И мы пошли. Мы отстранённо и легко брели по горячему песку мимо шума прибоя, детских ликующих криков, смеха и радости пляжных отдыхающих. Праздник жизни радовал меня в тот день. Мне было не жарко, но тепло, несмотря на то, что солнце нещадно палило. Было какое-то приятное светлое тепло, оно было в сердце. И вокруг. Вокруг, возле нас — идущих, лежащих, плавающих, смеющихся, плачущих, воюющих, мертвых и живых. Оно окружало людей и меня, но тогда я не обратил на это новое и все же давным-давно знакомое чувство должного внимания. Я невольно сосредоточился на другом. Чем радостнее билось мое сердце, тем теплее становился талисман, подаренный Леной. Случилось даже так, что некоторое время он жёг мою грудь, как горчичник. Он реагировал на радость. Чем больше радости наполняло мою грудь, тем горячее он становился. Это странное свойство небольшого талисмана в тот день немного озадачило меня, и я, думая над этим, шёл молча, пока Олег и Лена болтали со студентами-музыкантами.

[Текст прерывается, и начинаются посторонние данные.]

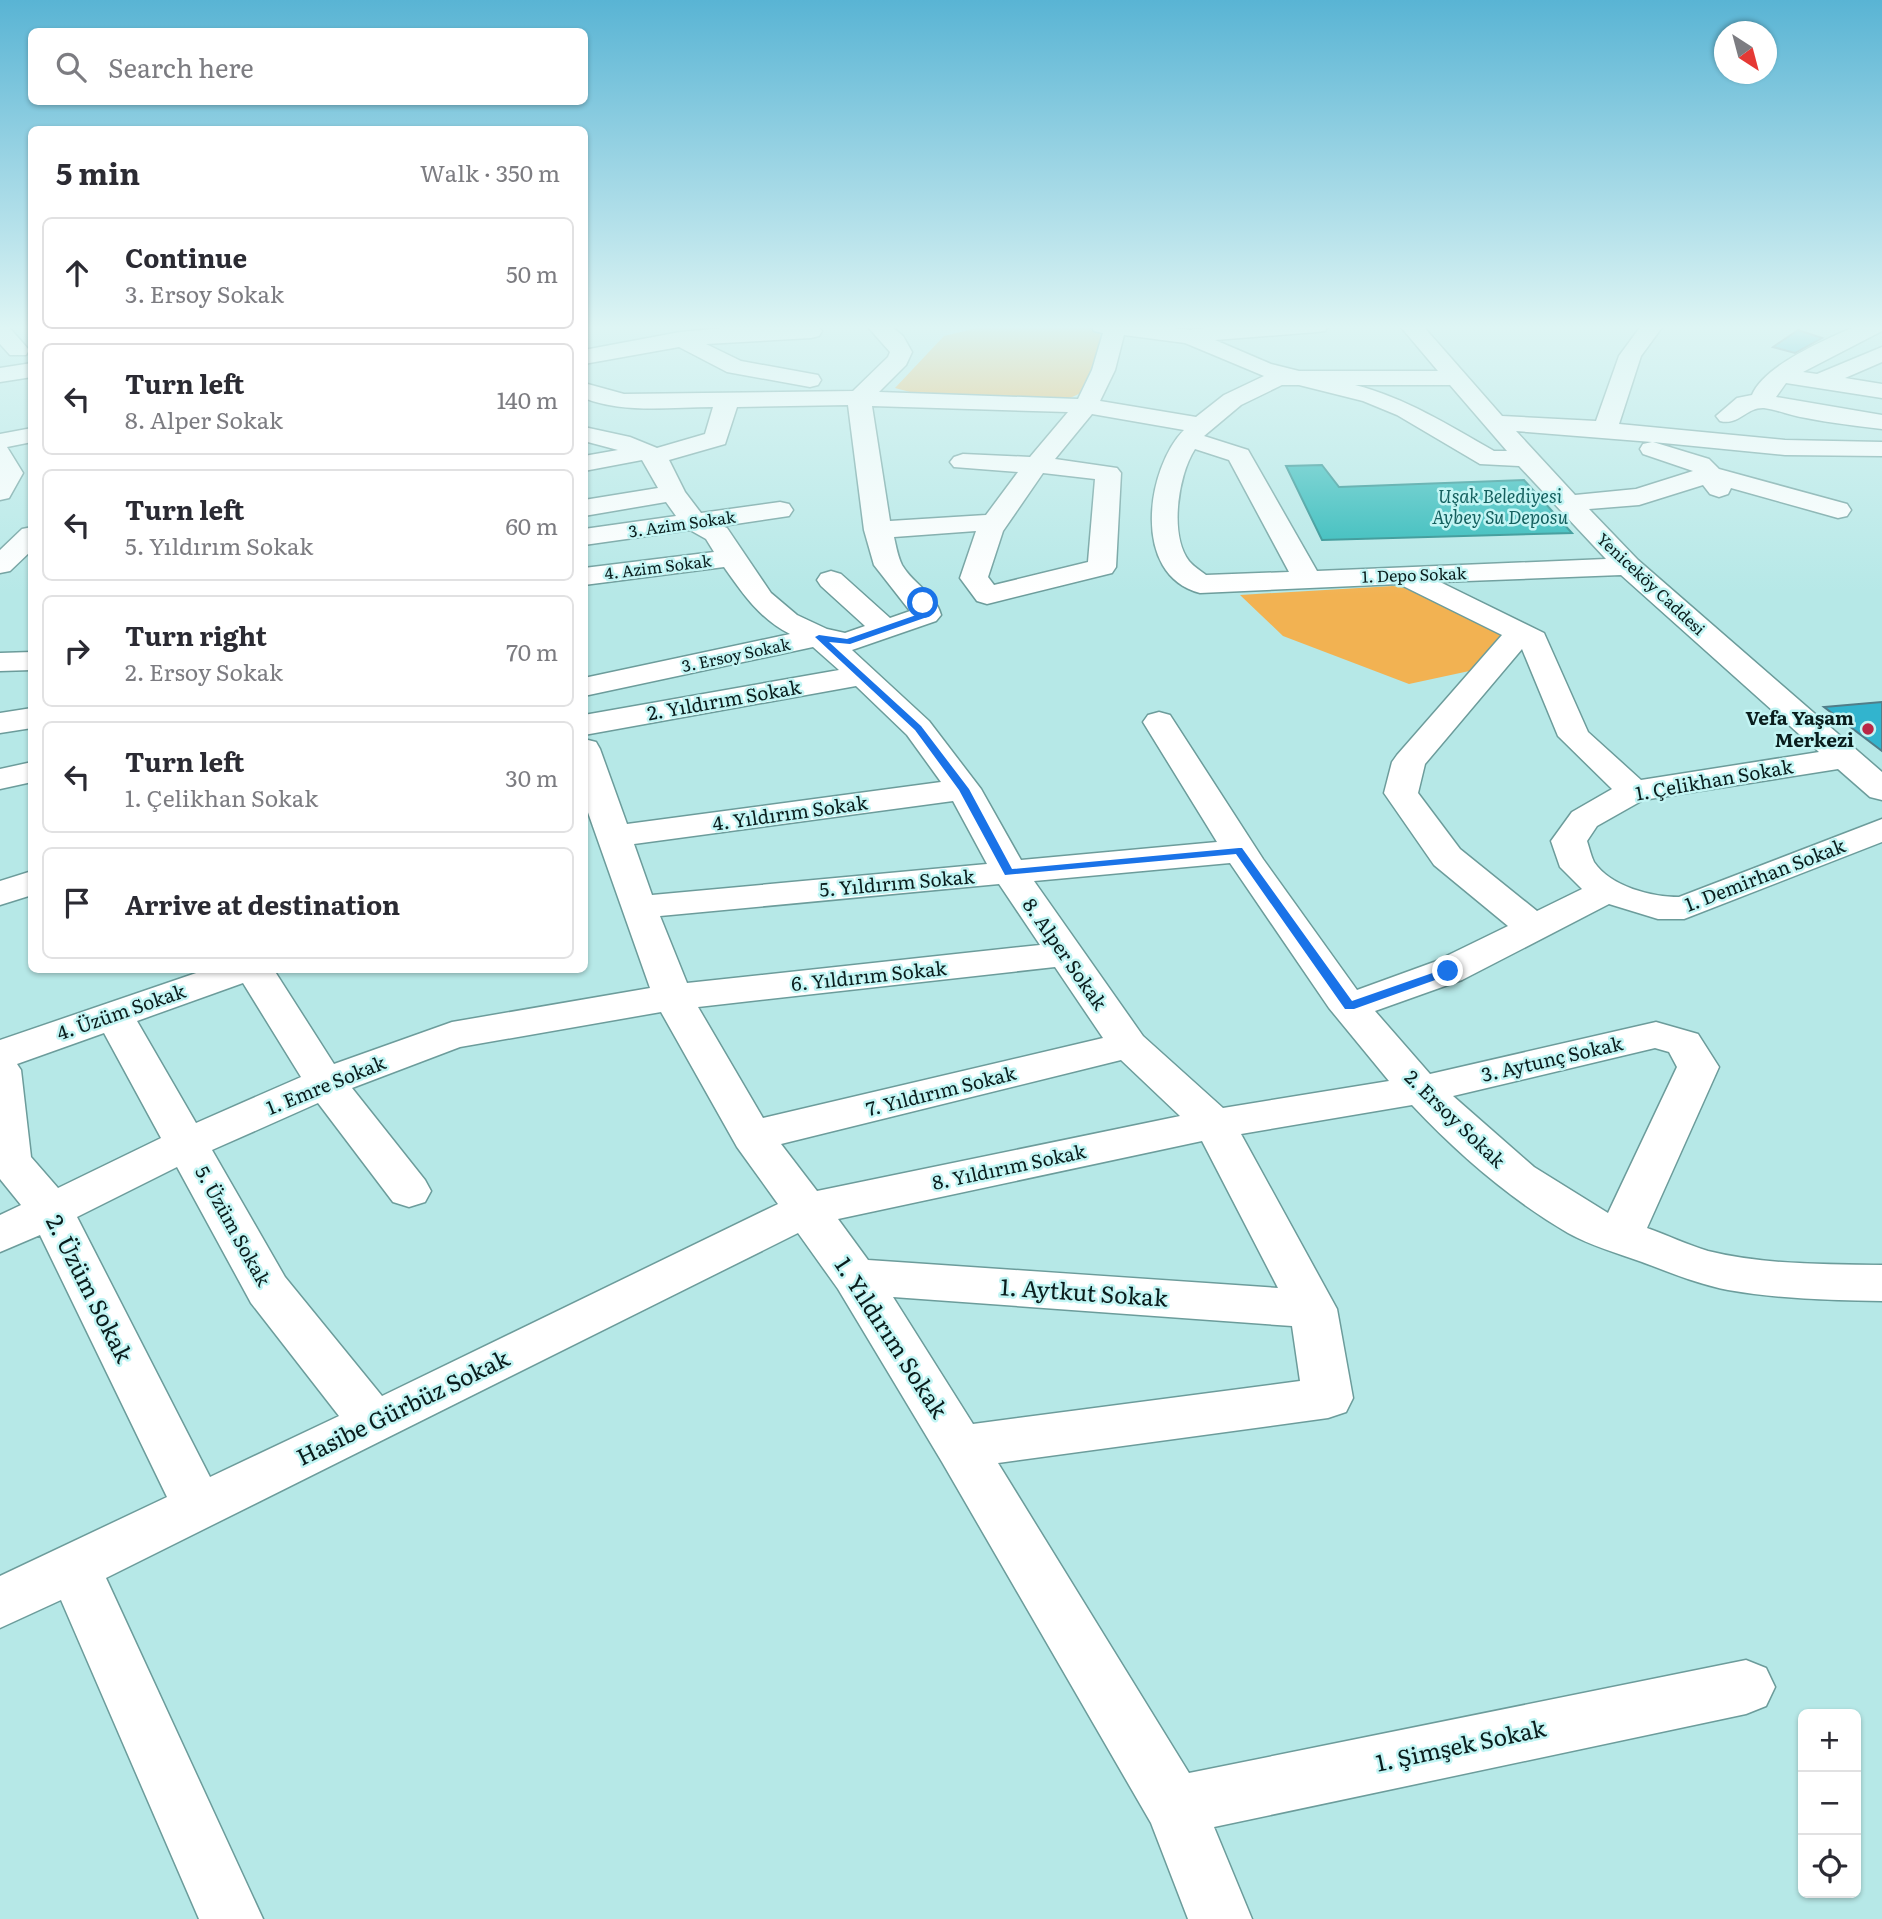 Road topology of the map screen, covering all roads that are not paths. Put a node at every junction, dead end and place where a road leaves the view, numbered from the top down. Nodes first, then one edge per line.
1 (722, 416) edge
2 (865, 416) edge
3 (1073, 416) edge
4 (1125, 416) edge
5 (1215, 416) edge
6 (1415, 416) edge
7 (1488, 416) edge
8 (1605, 416) edge
9 (1837, 416) edge
10 (1882, 422) edge
11 (1494, 423) junction
12 (1599, 429) junction
13 (1193, 432) junction
14 (588, 435) edge
15 (28, 436) edge
16 (0, 440) edge
17 (1882, 449) edge
18 (0, 453) edge
19 (651, 454) junction
20 (1526, 458) junction
21 (963, 462) dead end
22 (588, 463) edge
23 (1035, 466) junction
24 (1710, 474) junction
25 (673, 493) junction
26 (7, 494) edge
27 (1727, 501) dead end
28 (1568, 503) junction
29 (588, 507) edge
30 (780, 510) dead end
31 (1838, 510) dead end
32 (694, 522) junction
33 (997, 522) junction
34 (878, 530) junction
35 (588, 536) edge
36 (28, 539) edge
37 (731, 558) junction
38 (0, 565) edge
39 (1628, 566) junction
40 (588, 576) edge
41 (1405, 576) junction
42 (831, 580) dead end
43 (1308, 580) junction
44 (885, 629) junction
45 (1520, 633) junction
46 (819, 637) junction
47 (28, 661) edge
48 (0, 662) edge
49 (863, 675) junction
50 (588, 686) edge
51 (28, 719) edge
52 (1159, 722) dead end
53 (0, 723) edge
54 (588, 724) edge
55 (1845, 758) junction
56 (588, 765) edge
57 (28, 773) edge
58 (0, 779) edge
59 (964, 789) junction
60 (1882, 790) edge
61 (1634, 791) junction
62 (601, 816) edge
63 (1882, 830) edge
64 (1239, 851) junction
65 (1009, 872) junction
66 (28, 884) edge
67 (1606, 891) junction
68 (0, 894) edge
69 (638, 907) junction
70 (1533, 927) junction
71 (1065, 954) junction
72 (233, 973) edge
73 (257, 973) edge
74 (673, 997) junction
75 (1350, 1006) junction
76 (114, 1014) junction
77 (1129, 1045) junction
78 (0, 1055) edge
79 (0, 1070) edge
80 (325, 1083) junction
81 (1420, 1090) junction
82 (1214, 1124) junction
83 (752, 1136) junction
84 (187, 1144) junction
85 (409, 1191) dead end
86 (50, 1209) junction
87 (805, 1210) junction
88 (0, 1235) edge
89 (1620, 1237) junction
90 (855, 1277) junction
91 (1882, 1283) edge
92 (1312, 1309) junction
93 (374, 1423) junction
94 (960, 1447) junction
95 (198, 1506) junction
96 (74, 1567) junction
97 (0, 1603) edge
98 (1746, 1687) dead end
99 (1175, 1806) junction
100 (231, 1919) edge
101 (1220, 1919) edge

1 - 19 street
2 - 34 street
3 - 23 street
4 - 13 street
5 - 13 street
6 - 20 street
7 - 11 street, Yeniceköy Caddesi
8 - 12 street
9 - 10 street
11 - 12 street
11 - 20 street, Yeniceköy Caddesi
12 - 17 street
12 - 24 street
13 - 43 street
13 - 43 street, 1. Depo Sokak
14 - 19 street
15 - 16 street
18 - 26 street
19 - 22 street
19 - 25 street, 8. Alper Sokak
20 - 28 street, Yeniceköy Caddesi
21 - 23 street
23 - 33 street
23 - 33 street
24 - 27 street
24 - 28 street
24 - 31 street
25 - 29 street
25 - 32 street, 8. Alper Sokak
28 - 39 street, Yeniceköy Caddesi
30 - 32 street, 3. Azim Sokak
32 - 35 street, 3. Azim Sokak
32 - 37 street, 8. Alper Sokak
33 - 34 street
34 - 44 street, 3. Ersoy Sokak
36 - 38 street
37 - 40 street, 4. Azim Sokak
37 - 46 street, 8. Alper Sokak
39 - 41 street, 1. Depo Sokak
39 - 55 street, Yeniceköy Caddesi
41 - 43 street, 1. Depo Sokak
41 - 45 street
42 - 44 street
44 - 46 street, 3. Ersoy Sokak
45 - 61 street
45 - 70 street
46 - 49 street, 8. Alper Sokak
46 - 50 street, 3. Ersoy Sokak
47 - 48 street
49 - 54 street, 2. Yıldırım Sokak
49 - 59 street, 8. Alper Sokak
51 - 53 street
52 - 64 street, 2. Ersoy Sokak
55 - 60 street, Yeniceköy Caddesi
55 - 61 street, 1. Çelikhan Sokak
56 - 62 street, 1. Yıldırım Sokak
57 - 58 street
59 - 62 street, 4. Yıldırım Sokak
59 - 65 street, 8. Alper Sokak
61 - 67 street, 1. Çelikhan Sokak
62 - 69 street, 1. Yıldırım Sokak
63 - 67 street, 1. Demirhan Sokak
64 - 65 street, 5. Yıldırım Sokak
64 - 75 street, 2. Ersoy Sokak
65 - 69 street, 5. Yıldırım Sokak
65 - 71 street, 8. Alper Sokak
66 - 68 street
67 - 70 street
69 - 74 street, 1. Yıldırım Sokak
70 - 75 street
71 - 74 street, 6. Yıldırım Sokak
71 - 77 street, 8. Alper Sokak
72 - 76 street, 4. Üzüm Sokak
73 - 80 street
74 - 80 street, 1. Emre Sokak
74 - 83 street, 1. Yıldırım Sokak
75 - 81 street, 2. Ersoy Sokak
76 - 78 street, 4. Üzüm Sokak
76 - 84 street, 5. Üzüm Sokak
77 - 82 street, 8. Alper Sokak
77 - 83 street, 7. Yıldırım Sokak
79 - 86 street, 2. Üzüm Sokak
80 - 84 street, 1. Emre Sokak
80 - 85 street
81 - 82 street, 3. Aytunç Sokak
81 - 89 street, 2. Ersoy Sokak
81 - 89 street, 3. Aytunç Sokak
82 - 87 street, 8. Yıldırım Sokak
82 - 92 street, 8. Alper Sokak
83 - 87 street, 1. Yıldırım Sokak
84 - 86 street, 1. Emre Sokak
84 - 93 street, 5. Üzüm Sokak
86 - 88 street, 1. Emre Sokak
86 - 95 street, 2. Üzüm Sokak
87 - 90 street, 1. Yıldırım Sokak
87 - 93 street, Hasibe Gürbüz Sokak
89 - 91 street, 2. Ersoy Sokak
90 - 92 street, 1. Aytkut Sokak
90 - 94 street, 1. Yıldırım Sokak
92 - 94 street, 8. Alper Sokak
93 - 95 street, Hasibe Gürbüz Sokak
94 - 99 street, 1. Yıldırım Sokak
95 - 96 street, Hasibe Gürbüz Sokak
96 - 97 street, Hasibe Gürbüz Sokak
96 - 100 street
98 - 99 street, 1. Şimşek Sokak
99 - 101 street, 1. Yıldırım Sokak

Через некоторое время мы прибыли на центральную, если можно так выразиться, площадь базы отдыха, в одном из стационарных домиков которой жил я и те, с кем я приехал на море. Студенты принялись готовиться, раскладывать свои инструменты, а я присел на корточки в тени дерева. Олег уселся на железные перила, огромным обручем охватывающие площадь и болтал ногами, а Лена подошла и сдула на меня одуванчик.
— Вот я тебе задам, — сказал я ей шутливо, но как-то задумчиво.

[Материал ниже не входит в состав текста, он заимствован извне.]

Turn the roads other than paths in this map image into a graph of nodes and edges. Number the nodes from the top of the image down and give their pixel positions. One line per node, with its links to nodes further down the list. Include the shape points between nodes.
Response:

Мой, украшенный морщиной глубокомыслия лоб, наверное, привлек её внимание. И она, как будто догадавшись о ходе моих мыслей, вдруг произнесла:
— Там, на чёрном талисмане буковки, они очень похожи на те, которые были давно-давно в Риме и которыми сейчас называют лекарства и букашечек с травкой.
— Про что ты говоришь?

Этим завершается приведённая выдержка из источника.